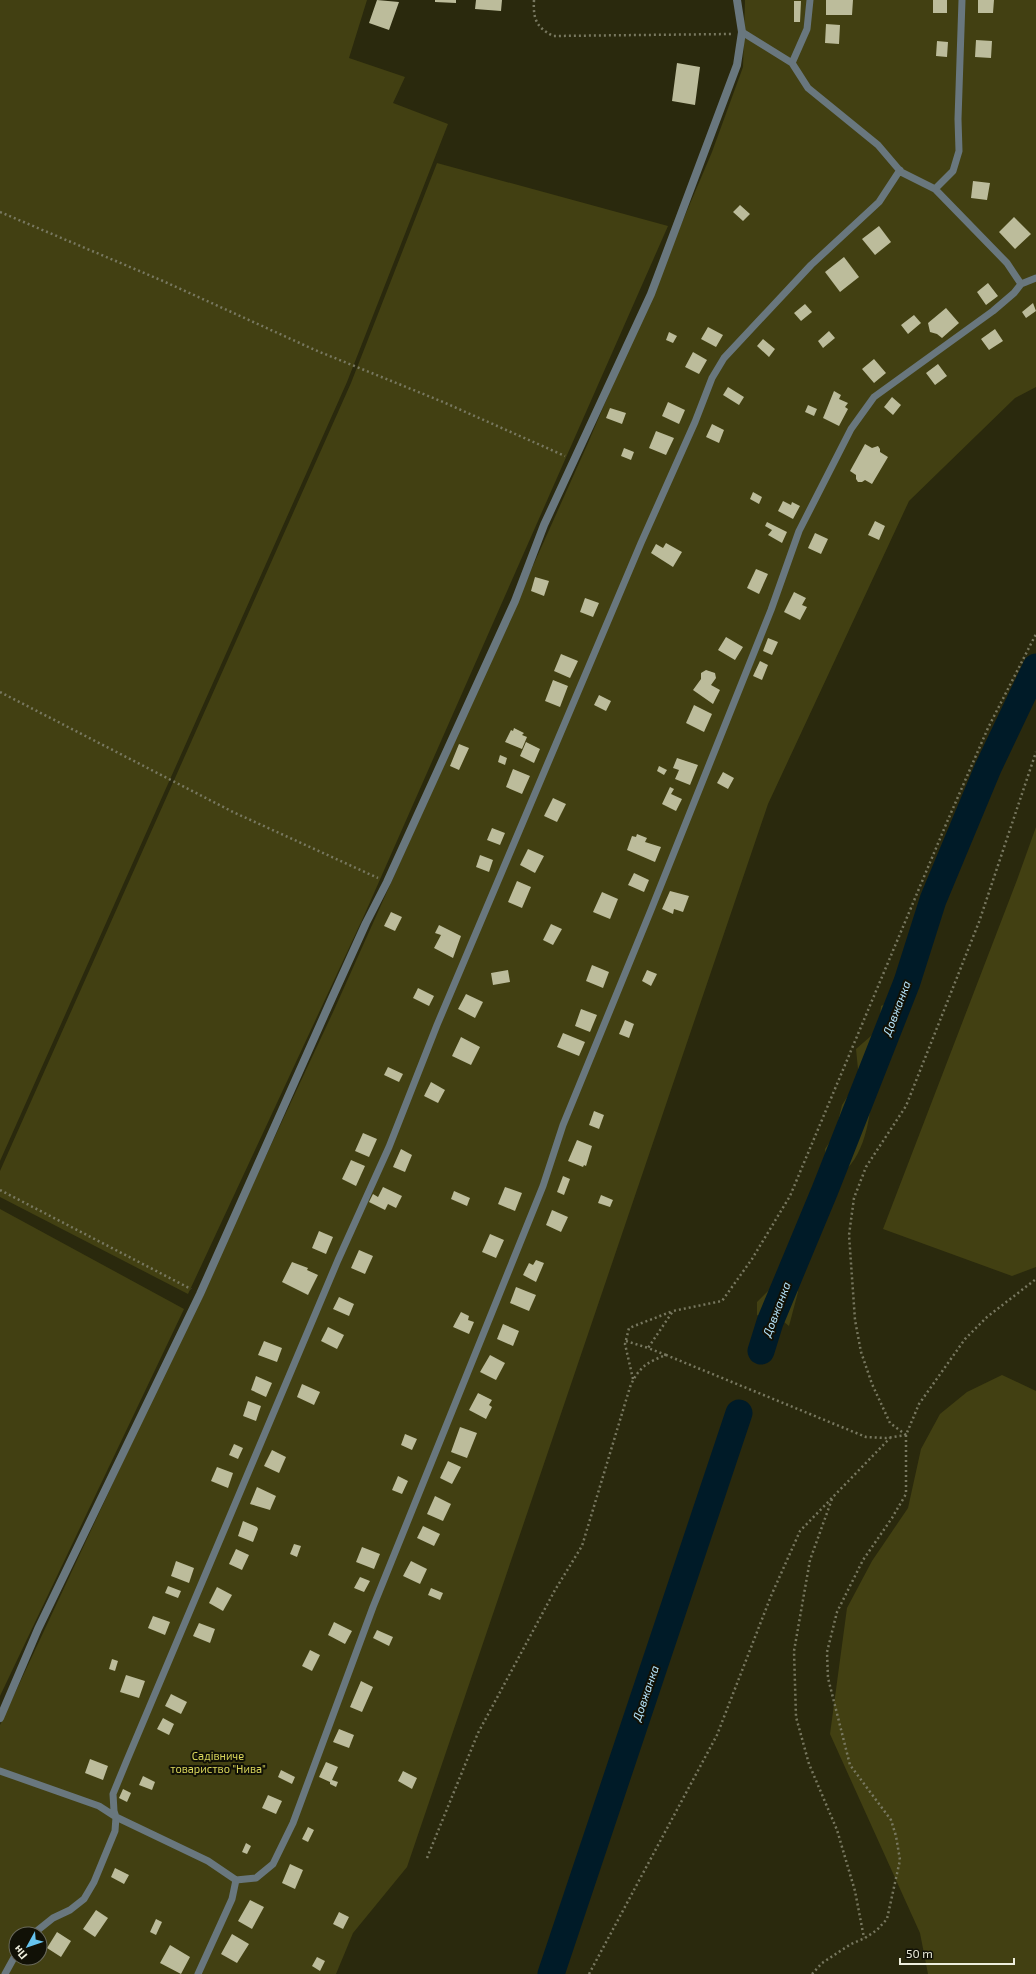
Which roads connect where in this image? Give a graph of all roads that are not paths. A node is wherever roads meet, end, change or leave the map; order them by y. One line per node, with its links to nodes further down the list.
1 (737, 0): 4 (street)
2 (810, 0): 5 (lane)
3 (962, 0): 7 (lane)
4 (742, 32): 5 (lane); 10 (street)
5 (792, 62): 6 (lane)
6 (900, 170): 7 (lane); 12 (lane)
7 (935, 189): 9 (lane)
8 (1036, 278): 9 (lane)
9 (1021, 284): 13 (lane)
10 (0, 1718)
11 (0, 1771): 12 (lane)
12 (116, 1817): 13 (lane); 14 (lane)
13 (236, 1880): 15 (lane)
14 (43, 1926)
15 (198, 1974)

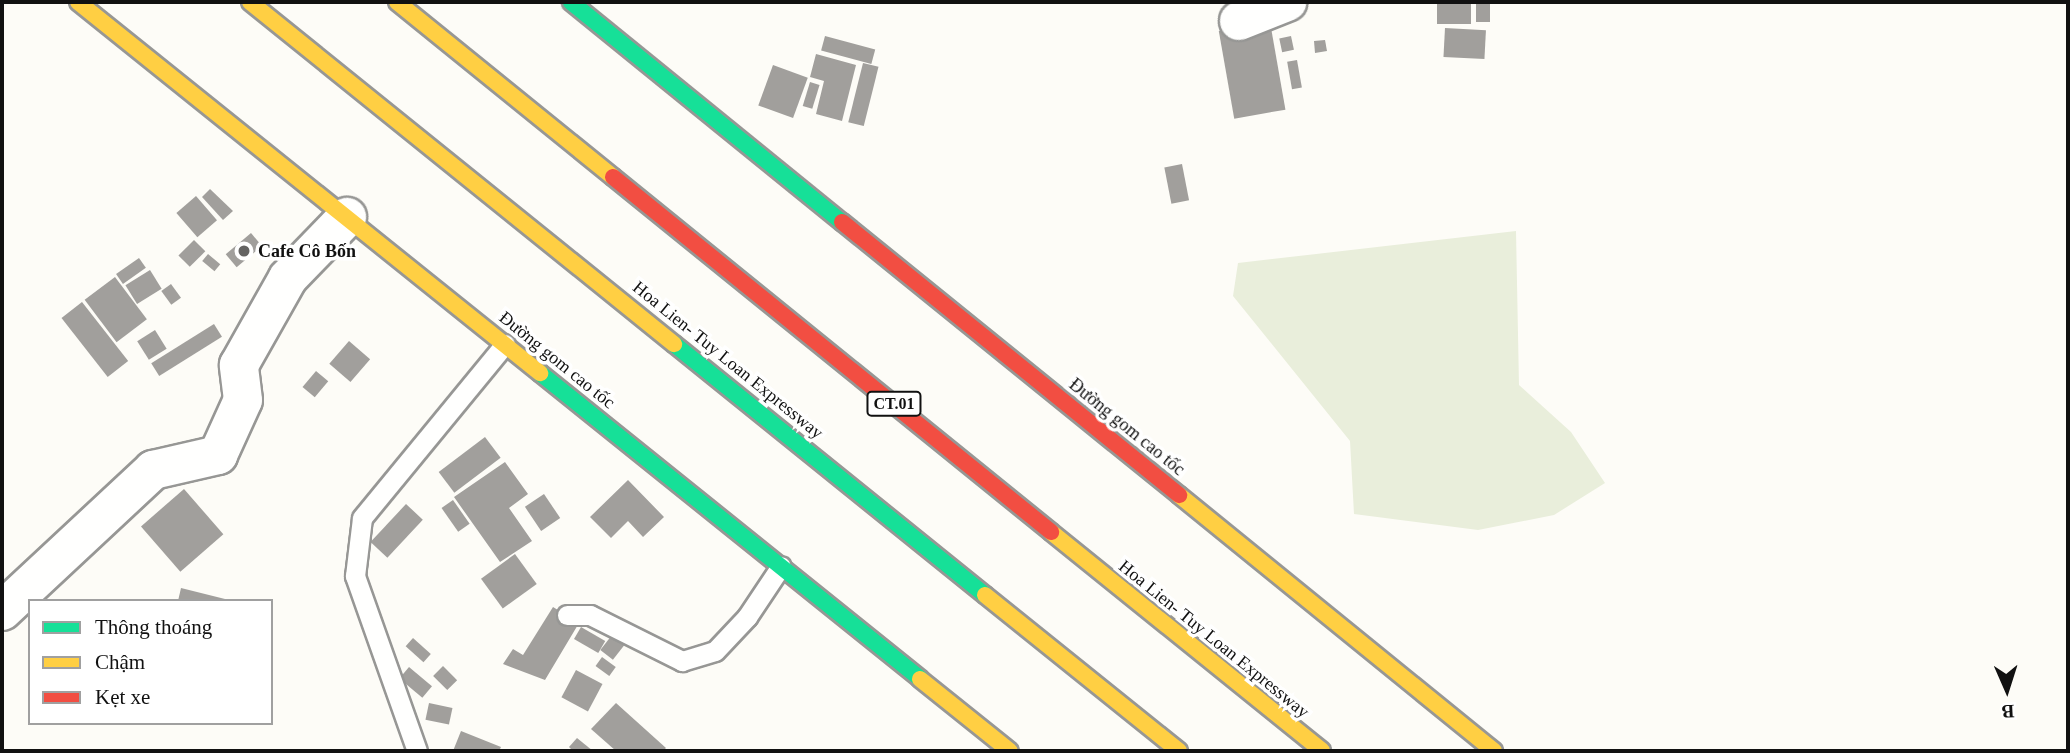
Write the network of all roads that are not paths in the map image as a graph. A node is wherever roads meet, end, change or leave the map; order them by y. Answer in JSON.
{"nodes":[{"id":1,"x":78,"y":2,"type":"edge"},
{"id":2,"x":250,"y":2,"type":"edge"},
{"id":3,"x":399,"y":2,"type":"edge"},
{"id":4,"x":1287,"y":2,"type":"edge"},
{"id":5,"x":590,"y":6,"type":"edge"},
{"id":6,"x":233,"y":10,"type":"dead end"},
{"id":7,"x":1239,"y":21,"type":"dead end"},
{"id":8,"x":347,"y":217,"type":"junction"},
{"id":9,"x":645,"y":317,"type":"junction"},
{"id":10,"x":505,"y":344,"type":"junction"},
{"id":11,"x":780,"y":566,"type":"junction"},
{"id":12,"x":2,"y":611,"type":"edge"},
{"id":13,"x":567,"y":615,"type":"dead end"},
{"id":14,"x":416,"y":751,"type":"edge"},
{"id":15,"x":1010,"y":751,"type":"edge"},
{"id":16,"x":1179,"y":751,"type":"edge"},
{"id":17,"x":1322,"y":751,"type":"edge"},
{"id":18,"x":1494,"y":751,"type":"edge"}],
"edges":[{"from":1,"to":8,"type":"main road","name":"Đường gom cao tốc"},
{"from":2,"to":9,"type":"main road","name":"Hoa Lien- Tuy Loan Expressway"},
{"from":3,"to":17,"type":"main road","name":"Hoa Lien- Tuy Loan Expressway","number":"CT.01"},
{"from":4,"to":7,"type":"street"},
{"from":5,"to":18,"type":"main road","name":"Đường gom cao tốc"},
{"from":6,"to":9,"type":"main road"},
{"from":8,"to":10,"type":"main road","name":"Đường gom cao tốc"},
{"from":8,"to":12,"type":"street"},
{"from":9,"to":16,"type":"main road","name":"Hoa Lien- Tuy Loan Expressway"},
{"from":10,"to":11,"type":"main road","name":"Đường gom cao tốc"},
{"from":10,"to":14,"type":"lane"},
{"from":11,"to":13,"type":"lane"},
{"from":11,"to":15,"type":"main road","name":"Đường gom cao tốc"}]}
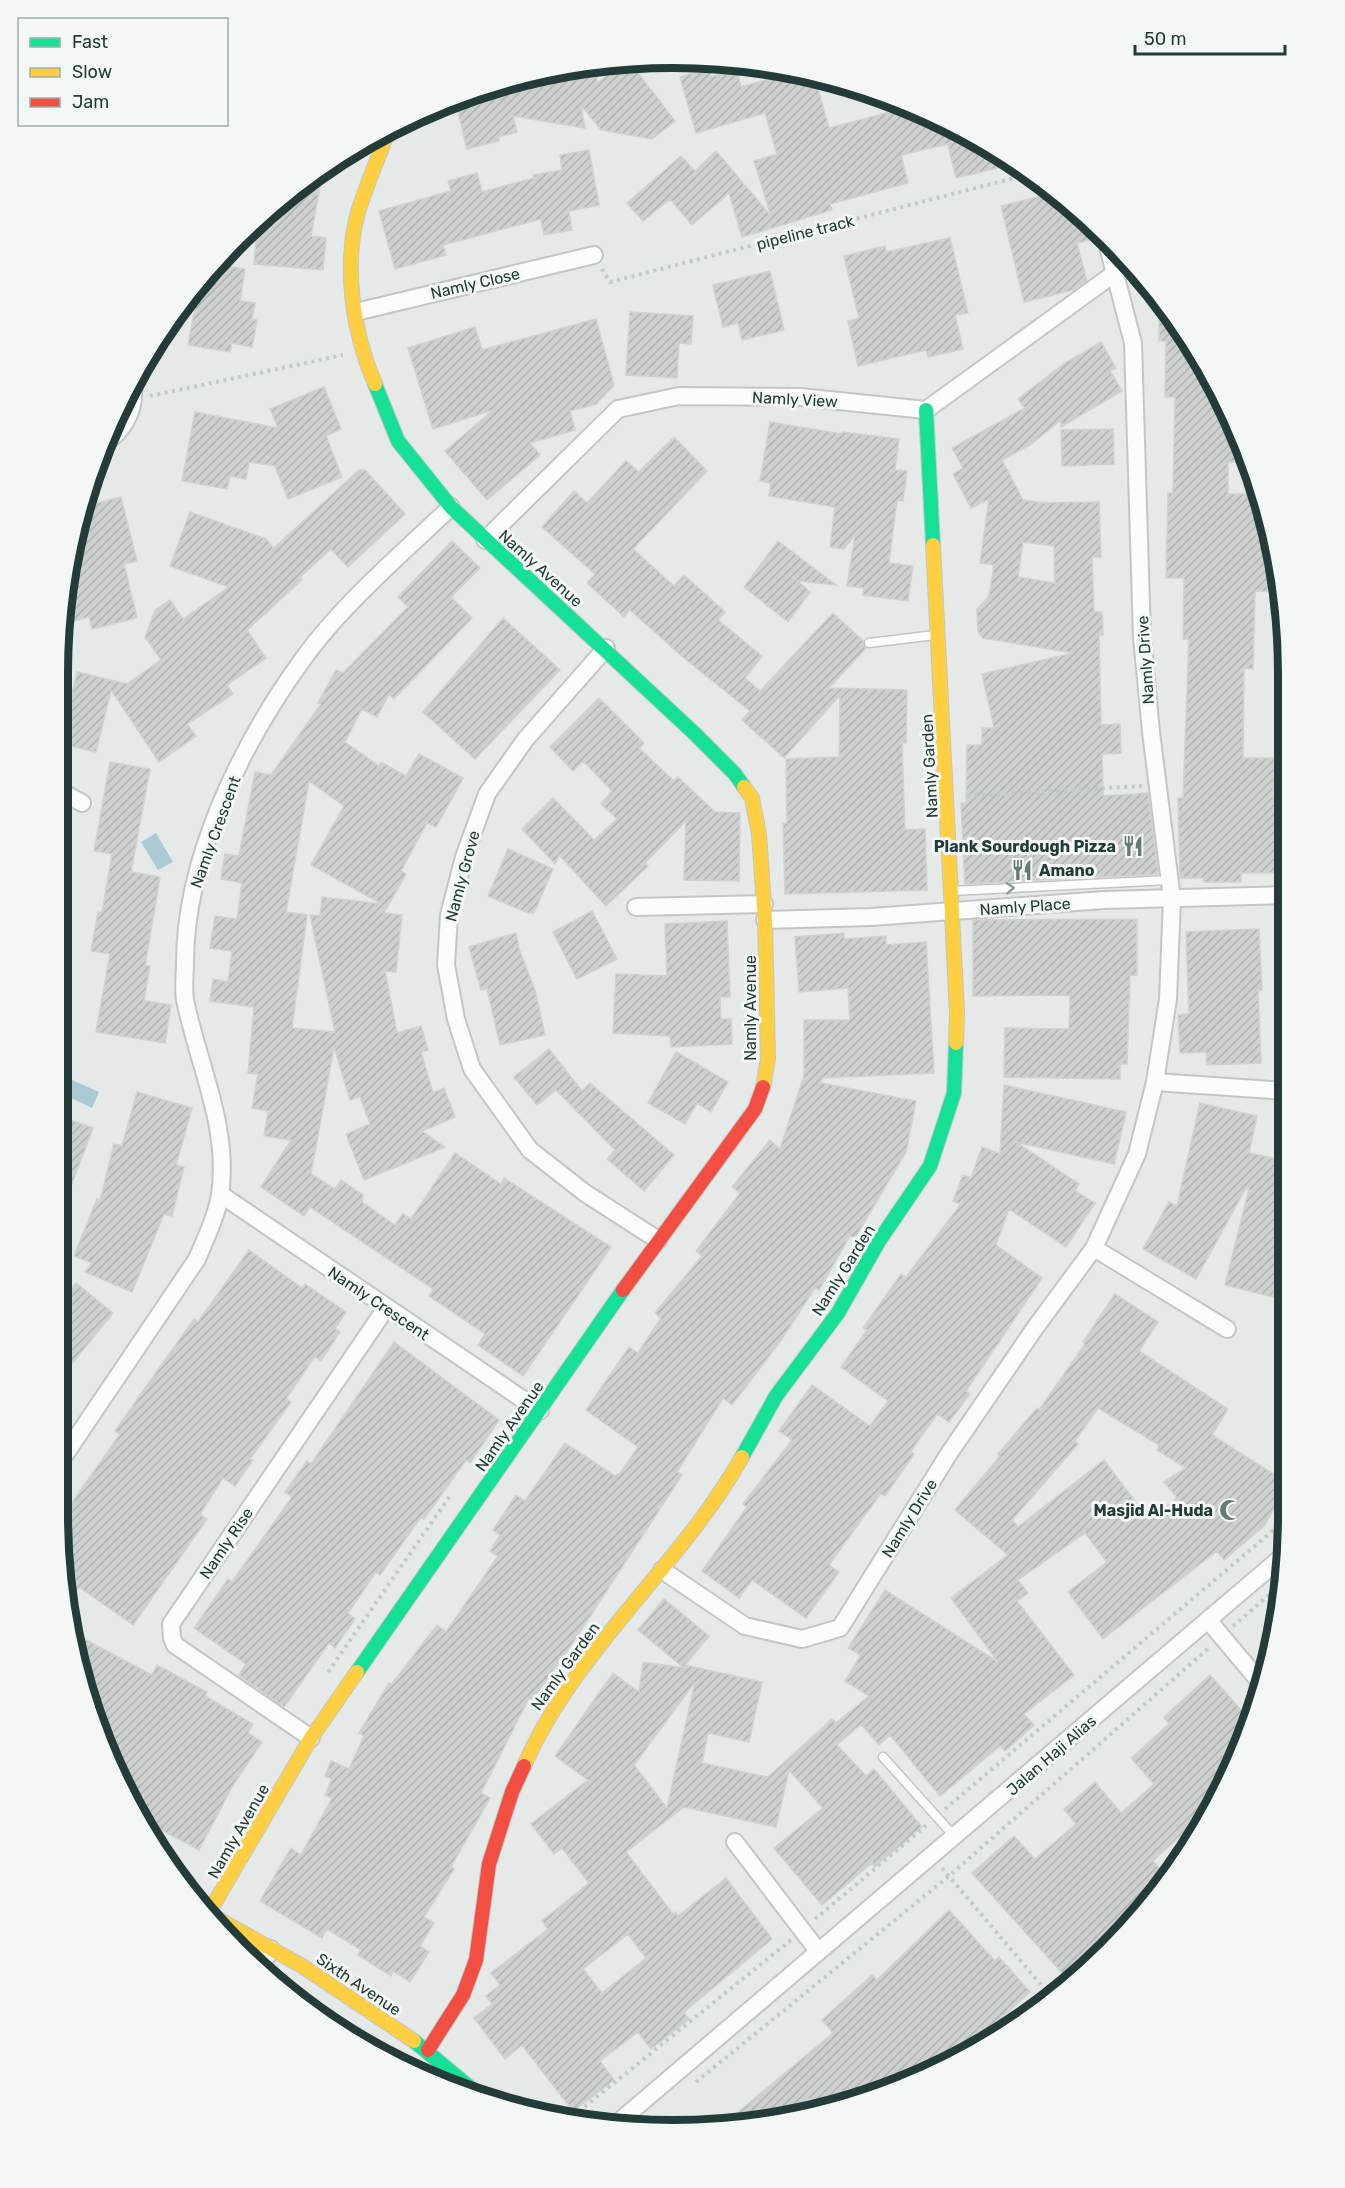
────────
Task item: Give the entries back verbatim and omit the images.

Answer below:
Which roads connect where in this image? Give a graph of all roads that are not paths. A node is wherever roads meet, end, change or leave the map; order them by y. One line per node, with its links to nodes further down the list.
1 (737, 0): 4 (street)
2 (810, 0): 5 (lane)
3 (962, 0): 7 (lane)
4 (742, 32): 5 (lane); 10 (street)
5 (792, 62): 6 (lane)
6 (900, 170): 7 (lane); 12 (lane)
7 (935, 189): 9 (lane)
8 (1036, 278): 9 (lane)
9 (1021, 284): 13 (lane)
10 (0, 1718)
11 (0, 1771): 12 (lane)
12 (116, 1817): 13 (lane); 14 (lane)
13 (236, 1880): 15 (lane)
14 (43, 1926)
15 (198, 1974)

Write the network of all roads that are not paths in the map image as a graph. A node is wherever roads meet, end, change or leave the map; order them by y. Answer in JSON.
{"nodes":[{"id":1,"x":78,"y":2,"type":"edge"},
{"id":2,"x":250,"y":2,"type":"edge"},
{"id":3,"x":399,"y":2,"type":"edge"},
{"id":4,"x":1287,"y":2,"type":"edge"},
{"id":5,"x":590,"y":6,"type":"edge"},
{"id":6,"x":233,"y":10,"type":"dead end"},
{"id":7,"x":1239,"y":21,"type":"dead end"},
{"id":8,"x":347,"y":217,"type":"junction"},
{"id":9,"x":645,"y":317,"type":"junction"},
{"id":10,"x":505,"y":344,"type":"junction"},
{"id":11,"x":780,"y":566,"type":"junction"},
{"id":12,"x":2,"y":611,"type":"edge"},
{"id":13,"x":567,"y":615,"type":"dead end"},
{"id":14,"x":416,"y":751,"type":"edge"},
{"id":15,"x":1010,"y":751,"type":"edge"},
{"id":16,"x":1179,"y":751,"type":"edge"},
{"id":17,"x":1322,"y":751,"type":"edge"},
{"id":18,"x":1494,"y":751,"type":"edge"}],
"edges":[{"from":1,"to":8,"type":"main road","name":"Đường gom cao tốc"},
{"from":2,"to":9,"type":"main road","name":"Hoa Lien- Tuy Loan Expressway"},
{"from":3,"to":17,"type":"main road","name":"Hoa Lien- Tuy Loan Expressway","number":"CT.01"},
{"from":4,"to":7,"type":"street"},
{"from":5,"to":18,"type":"main road","name":"Đường gom cao tốc"},
{"from":6,"to":9,"type":"main road"},
{"from":8,"to":10,"type":"main road","name":"Đường gom cao tốc"},
{"from":8,"to":12,"type":"street"},
{"from":9,"to":16,"type":"main road","name":"Hoa Lien- Tuy Loan Expressway"},
{"from":10,"to":11,"type":"main road","name":"Đường gom cao tốc"},
{"from":10,"to":14,"type":"lane"},
{"from":11,"to":13,"type":"lane"},
{"from":11,"to":15,"type":"main road","name":"Đường gom cao tốc"}]}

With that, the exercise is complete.